* **WHAT TO WORK ON**
Repeat verbatim what the listing holds, but not its pictures.

********************

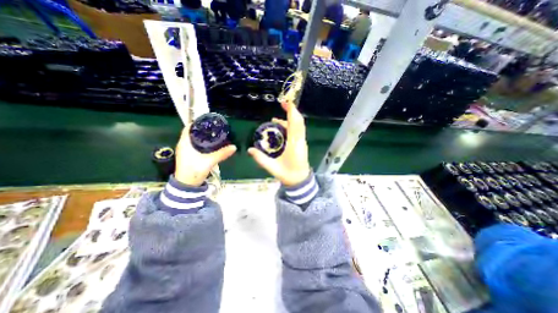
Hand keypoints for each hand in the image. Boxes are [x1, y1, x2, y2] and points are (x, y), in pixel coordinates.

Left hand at [174, 126, 233, 185]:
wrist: (187, 185)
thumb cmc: (194, 171)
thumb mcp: (210, 161)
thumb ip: (222, 154)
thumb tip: (234, 147)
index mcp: (184, 143)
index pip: (189, 128)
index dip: (197, 123)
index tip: (208, 121)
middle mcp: (183, 145)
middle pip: (192, 132)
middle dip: (202, 129)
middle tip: (214, 127)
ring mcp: (185, 151)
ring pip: (193, 139)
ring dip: (202, 136)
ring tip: (213, 133)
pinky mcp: (188, 156)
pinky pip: (195, 145)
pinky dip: (201, 142)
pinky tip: (210, 144)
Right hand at [247, 102, 309, 186]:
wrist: (300, 180)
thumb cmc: (288, 174)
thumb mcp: (272, 168)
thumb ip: (260, 159)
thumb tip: (250, 149)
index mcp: (294, 144)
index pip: (295, 124)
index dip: (291, 112)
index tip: (286, 103)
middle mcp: (300, 141)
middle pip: (299, 121)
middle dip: (291, 111)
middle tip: (282, 104)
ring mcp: (302, 142)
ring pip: (298, 126)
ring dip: (290, 119)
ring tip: (275, 120)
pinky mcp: (301, 144)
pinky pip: (297, 131)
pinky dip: (290, 126)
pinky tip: (281, 129)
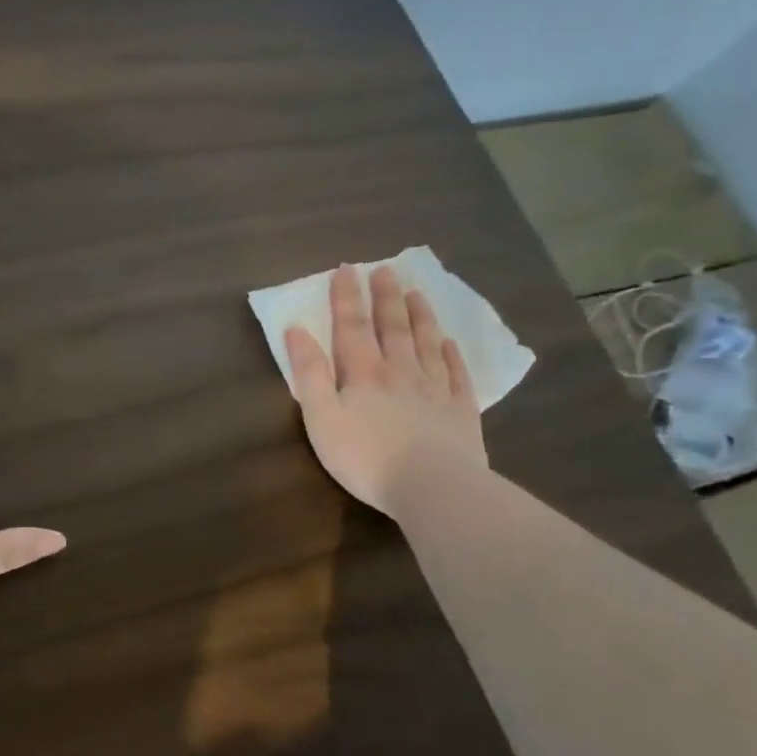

********************

* **RESPONSE TO THE TASK**
Hand keypoints for each hand in the image. Boxes are [x1, y1, x2, y2] and points are (x, y), in pixel coordinates.

Left hand at [174, 126, 233, 185]:
wrist: (187, 185)
thumb cmc: (194, 171)
thumb mcp: (210, 161)
thumb ip: (222, 154)
thumb tip: (234, 147)
index mcp: (184, 143)
index pip: (189, 128)
index dip: (197, 123)
index tip: (208, 121)
middle mcp: (183, 145)
middle pip: (192, 132)
middle dip: (202, 129)
middle tip: (214, 127)
ring mcp: (185, 151)
ring pip: (193, 139)
ring dip: (202, 136)
ring tip: (213, 133)
pinky mcp: (188, 156)
pinky pip: (195, 145)
pinky dip: (201, 142)
pinky tip: (210, 144)
Right hand at [247, 102, 309, 186]:
wrist: (300, 180)
thumb cmc: (288, 174)
thumb mcp: (272, 168)
thumb ip: (260, 159)
thumb tip: (250, 149)
index mcp: (294, 144)
index pip: (295, 124)
index dip: (291, 112)
index tip: (286, 103)
middle mcp: (300, 141)
middle pip: (299, 121)
middle dip: (291, 111)
middle tip: (282, 104)
ring mcp: (302, 142)
ring pip: (298, 126)
ring dip: (290, 119)
ring tip: (275, 120)
pinky mcp: (301, 144)
pinky pip: (297, 131)
pinky dip: (290, 126)
pinky tip: (281, 129)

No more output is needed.